Which lines below include "Konut"? Copy them all.

↓

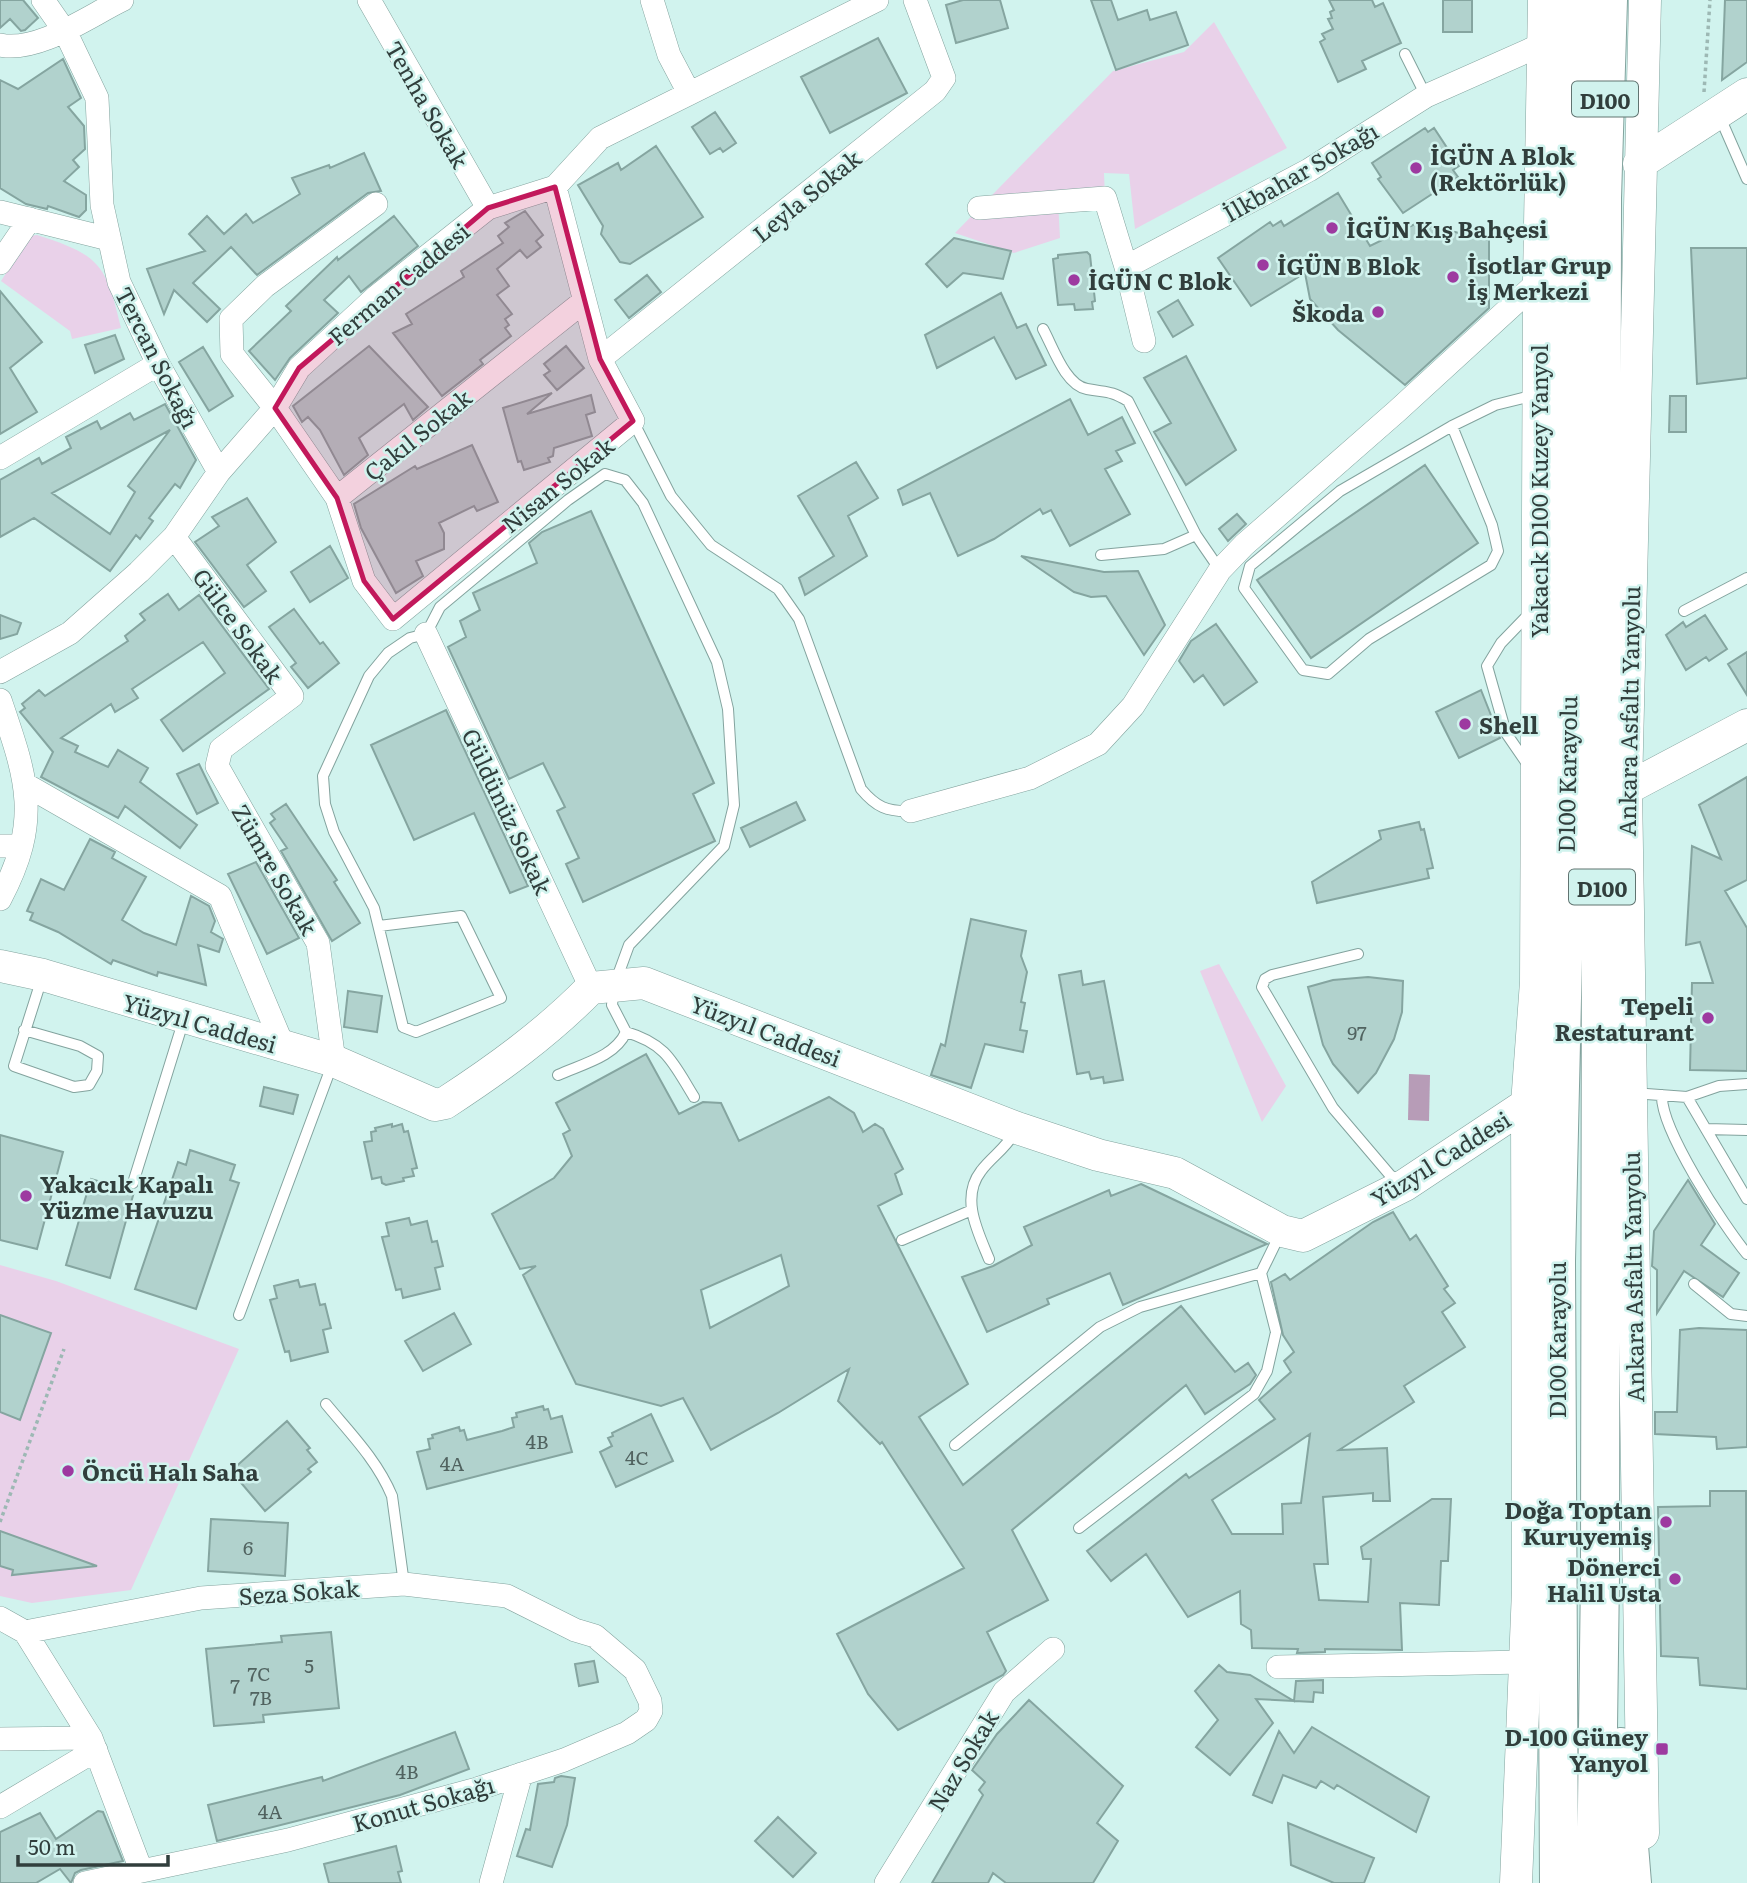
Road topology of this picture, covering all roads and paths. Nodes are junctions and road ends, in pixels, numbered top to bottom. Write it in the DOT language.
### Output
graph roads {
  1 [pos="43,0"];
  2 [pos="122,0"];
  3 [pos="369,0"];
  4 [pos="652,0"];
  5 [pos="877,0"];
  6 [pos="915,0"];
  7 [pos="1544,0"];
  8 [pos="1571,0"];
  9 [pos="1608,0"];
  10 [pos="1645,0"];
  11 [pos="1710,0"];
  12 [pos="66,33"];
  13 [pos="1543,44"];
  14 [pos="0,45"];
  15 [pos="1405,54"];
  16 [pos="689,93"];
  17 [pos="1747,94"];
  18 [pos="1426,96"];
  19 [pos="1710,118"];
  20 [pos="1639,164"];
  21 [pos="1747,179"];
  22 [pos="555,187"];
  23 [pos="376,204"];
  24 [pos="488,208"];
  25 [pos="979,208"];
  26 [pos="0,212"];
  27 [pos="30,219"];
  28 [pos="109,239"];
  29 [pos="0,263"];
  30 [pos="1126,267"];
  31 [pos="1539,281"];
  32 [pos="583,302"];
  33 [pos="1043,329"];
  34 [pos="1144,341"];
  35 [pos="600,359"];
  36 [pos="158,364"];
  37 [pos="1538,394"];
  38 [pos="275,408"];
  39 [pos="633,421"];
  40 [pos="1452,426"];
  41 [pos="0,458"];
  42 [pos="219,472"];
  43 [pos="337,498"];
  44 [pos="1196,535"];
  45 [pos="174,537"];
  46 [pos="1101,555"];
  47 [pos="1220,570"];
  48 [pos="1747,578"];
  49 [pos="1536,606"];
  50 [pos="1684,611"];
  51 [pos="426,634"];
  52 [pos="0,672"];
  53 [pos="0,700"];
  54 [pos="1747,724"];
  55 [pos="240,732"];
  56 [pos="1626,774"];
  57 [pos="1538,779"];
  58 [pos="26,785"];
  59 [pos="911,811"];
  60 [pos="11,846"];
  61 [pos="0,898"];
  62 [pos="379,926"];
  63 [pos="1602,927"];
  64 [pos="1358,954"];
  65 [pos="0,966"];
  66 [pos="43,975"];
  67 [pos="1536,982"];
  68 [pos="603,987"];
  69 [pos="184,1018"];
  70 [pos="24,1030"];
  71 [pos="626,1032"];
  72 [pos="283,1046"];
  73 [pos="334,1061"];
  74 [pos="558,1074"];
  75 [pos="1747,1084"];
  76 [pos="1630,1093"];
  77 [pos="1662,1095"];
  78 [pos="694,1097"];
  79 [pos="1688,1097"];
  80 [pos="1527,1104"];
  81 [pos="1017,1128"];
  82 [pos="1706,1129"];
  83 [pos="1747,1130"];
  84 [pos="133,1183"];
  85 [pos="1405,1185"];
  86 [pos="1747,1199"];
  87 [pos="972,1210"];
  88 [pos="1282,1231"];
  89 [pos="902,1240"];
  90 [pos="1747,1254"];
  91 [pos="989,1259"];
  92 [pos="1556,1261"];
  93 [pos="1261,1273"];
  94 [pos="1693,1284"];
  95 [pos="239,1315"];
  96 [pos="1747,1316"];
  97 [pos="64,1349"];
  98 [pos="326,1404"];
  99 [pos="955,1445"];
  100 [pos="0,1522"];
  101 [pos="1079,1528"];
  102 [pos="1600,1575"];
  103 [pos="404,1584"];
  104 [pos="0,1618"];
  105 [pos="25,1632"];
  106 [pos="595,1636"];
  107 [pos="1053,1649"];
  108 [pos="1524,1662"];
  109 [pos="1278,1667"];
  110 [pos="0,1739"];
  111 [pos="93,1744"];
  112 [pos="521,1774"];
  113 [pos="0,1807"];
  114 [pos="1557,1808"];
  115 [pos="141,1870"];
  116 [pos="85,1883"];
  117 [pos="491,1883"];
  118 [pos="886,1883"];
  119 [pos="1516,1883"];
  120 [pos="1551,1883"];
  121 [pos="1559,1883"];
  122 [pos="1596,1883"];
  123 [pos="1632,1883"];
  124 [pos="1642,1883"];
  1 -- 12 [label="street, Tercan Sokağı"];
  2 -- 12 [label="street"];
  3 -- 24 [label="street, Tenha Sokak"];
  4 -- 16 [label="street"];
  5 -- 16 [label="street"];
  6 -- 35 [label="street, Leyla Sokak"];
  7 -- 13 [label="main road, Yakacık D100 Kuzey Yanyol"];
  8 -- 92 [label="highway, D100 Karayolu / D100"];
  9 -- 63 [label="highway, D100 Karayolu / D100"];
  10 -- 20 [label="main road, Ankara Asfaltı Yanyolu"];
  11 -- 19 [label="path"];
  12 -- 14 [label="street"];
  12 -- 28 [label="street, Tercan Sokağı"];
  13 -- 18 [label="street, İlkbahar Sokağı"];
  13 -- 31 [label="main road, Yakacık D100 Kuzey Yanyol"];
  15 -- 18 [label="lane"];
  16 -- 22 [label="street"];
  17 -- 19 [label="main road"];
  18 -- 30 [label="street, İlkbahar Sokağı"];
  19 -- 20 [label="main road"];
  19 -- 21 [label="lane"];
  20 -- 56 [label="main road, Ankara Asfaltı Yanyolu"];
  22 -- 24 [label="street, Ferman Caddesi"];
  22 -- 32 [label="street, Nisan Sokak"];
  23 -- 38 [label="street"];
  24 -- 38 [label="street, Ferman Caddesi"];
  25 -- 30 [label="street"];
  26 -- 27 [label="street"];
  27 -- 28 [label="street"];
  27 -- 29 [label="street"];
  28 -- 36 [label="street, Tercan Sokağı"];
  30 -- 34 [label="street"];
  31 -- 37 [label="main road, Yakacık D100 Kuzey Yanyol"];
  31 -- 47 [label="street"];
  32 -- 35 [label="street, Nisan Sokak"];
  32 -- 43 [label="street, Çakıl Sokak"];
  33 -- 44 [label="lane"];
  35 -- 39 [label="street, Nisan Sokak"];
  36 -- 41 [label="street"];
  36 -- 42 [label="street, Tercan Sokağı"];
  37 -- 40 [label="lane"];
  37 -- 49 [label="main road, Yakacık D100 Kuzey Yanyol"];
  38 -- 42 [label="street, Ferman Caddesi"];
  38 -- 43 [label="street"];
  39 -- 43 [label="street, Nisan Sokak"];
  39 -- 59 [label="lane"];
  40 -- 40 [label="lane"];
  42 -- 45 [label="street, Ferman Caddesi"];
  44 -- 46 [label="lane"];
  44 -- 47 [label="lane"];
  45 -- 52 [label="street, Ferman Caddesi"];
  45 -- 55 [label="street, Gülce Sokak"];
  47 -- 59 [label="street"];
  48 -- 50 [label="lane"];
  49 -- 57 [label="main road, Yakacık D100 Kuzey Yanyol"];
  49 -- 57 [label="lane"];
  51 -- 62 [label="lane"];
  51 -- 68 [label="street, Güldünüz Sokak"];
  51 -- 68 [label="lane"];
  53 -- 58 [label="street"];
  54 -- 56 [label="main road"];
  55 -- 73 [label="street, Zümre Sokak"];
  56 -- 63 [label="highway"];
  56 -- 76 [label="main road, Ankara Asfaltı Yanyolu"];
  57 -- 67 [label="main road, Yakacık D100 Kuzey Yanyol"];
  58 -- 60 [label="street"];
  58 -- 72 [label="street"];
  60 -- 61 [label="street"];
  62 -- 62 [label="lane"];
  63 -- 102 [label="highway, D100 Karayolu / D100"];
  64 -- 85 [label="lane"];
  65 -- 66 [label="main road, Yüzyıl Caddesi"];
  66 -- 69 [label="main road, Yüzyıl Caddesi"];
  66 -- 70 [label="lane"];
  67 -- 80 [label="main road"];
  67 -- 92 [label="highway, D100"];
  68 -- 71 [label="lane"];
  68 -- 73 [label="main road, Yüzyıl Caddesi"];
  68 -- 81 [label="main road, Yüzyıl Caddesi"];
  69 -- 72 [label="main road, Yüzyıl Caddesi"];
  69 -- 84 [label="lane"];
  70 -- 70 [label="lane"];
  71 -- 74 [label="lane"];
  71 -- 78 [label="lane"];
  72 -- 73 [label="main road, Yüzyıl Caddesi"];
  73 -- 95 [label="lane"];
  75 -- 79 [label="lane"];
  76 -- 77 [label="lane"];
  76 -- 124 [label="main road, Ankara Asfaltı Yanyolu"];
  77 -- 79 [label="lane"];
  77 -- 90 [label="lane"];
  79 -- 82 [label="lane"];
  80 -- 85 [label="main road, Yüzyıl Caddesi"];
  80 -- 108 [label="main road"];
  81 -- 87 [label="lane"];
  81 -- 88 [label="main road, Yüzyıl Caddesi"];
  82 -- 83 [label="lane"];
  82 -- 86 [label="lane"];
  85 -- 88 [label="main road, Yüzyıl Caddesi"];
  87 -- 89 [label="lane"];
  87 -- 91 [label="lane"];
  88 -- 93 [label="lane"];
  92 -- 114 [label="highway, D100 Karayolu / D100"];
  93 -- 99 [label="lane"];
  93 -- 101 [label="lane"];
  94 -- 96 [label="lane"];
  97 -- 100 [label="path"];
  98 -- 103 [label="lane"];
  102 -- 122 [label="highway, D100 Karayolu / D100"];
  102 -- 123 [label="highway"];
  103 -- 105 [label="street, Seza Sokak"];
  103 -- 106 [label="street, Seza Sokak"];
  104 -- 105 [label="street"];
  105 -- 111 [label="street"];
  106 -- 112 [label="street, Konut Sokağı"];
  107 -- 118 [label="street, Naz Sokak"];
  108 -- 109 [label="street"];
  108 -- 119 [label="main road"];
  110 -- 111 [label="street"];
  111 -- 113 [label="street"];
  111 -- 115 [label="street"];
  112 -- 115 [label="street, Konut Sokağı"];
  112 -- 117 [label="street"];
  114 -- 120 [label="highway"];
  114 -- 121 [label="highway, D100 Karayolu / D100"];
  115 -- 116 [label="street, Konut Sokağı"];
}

↑

WRITTEN ANSWER:
  106 -- 112 [label="street, Konut Sokağı"];
  112 -- 115 [label="street, Konut Sokağı"];
  115 -- 116 [label="street, Konut Sokağı"];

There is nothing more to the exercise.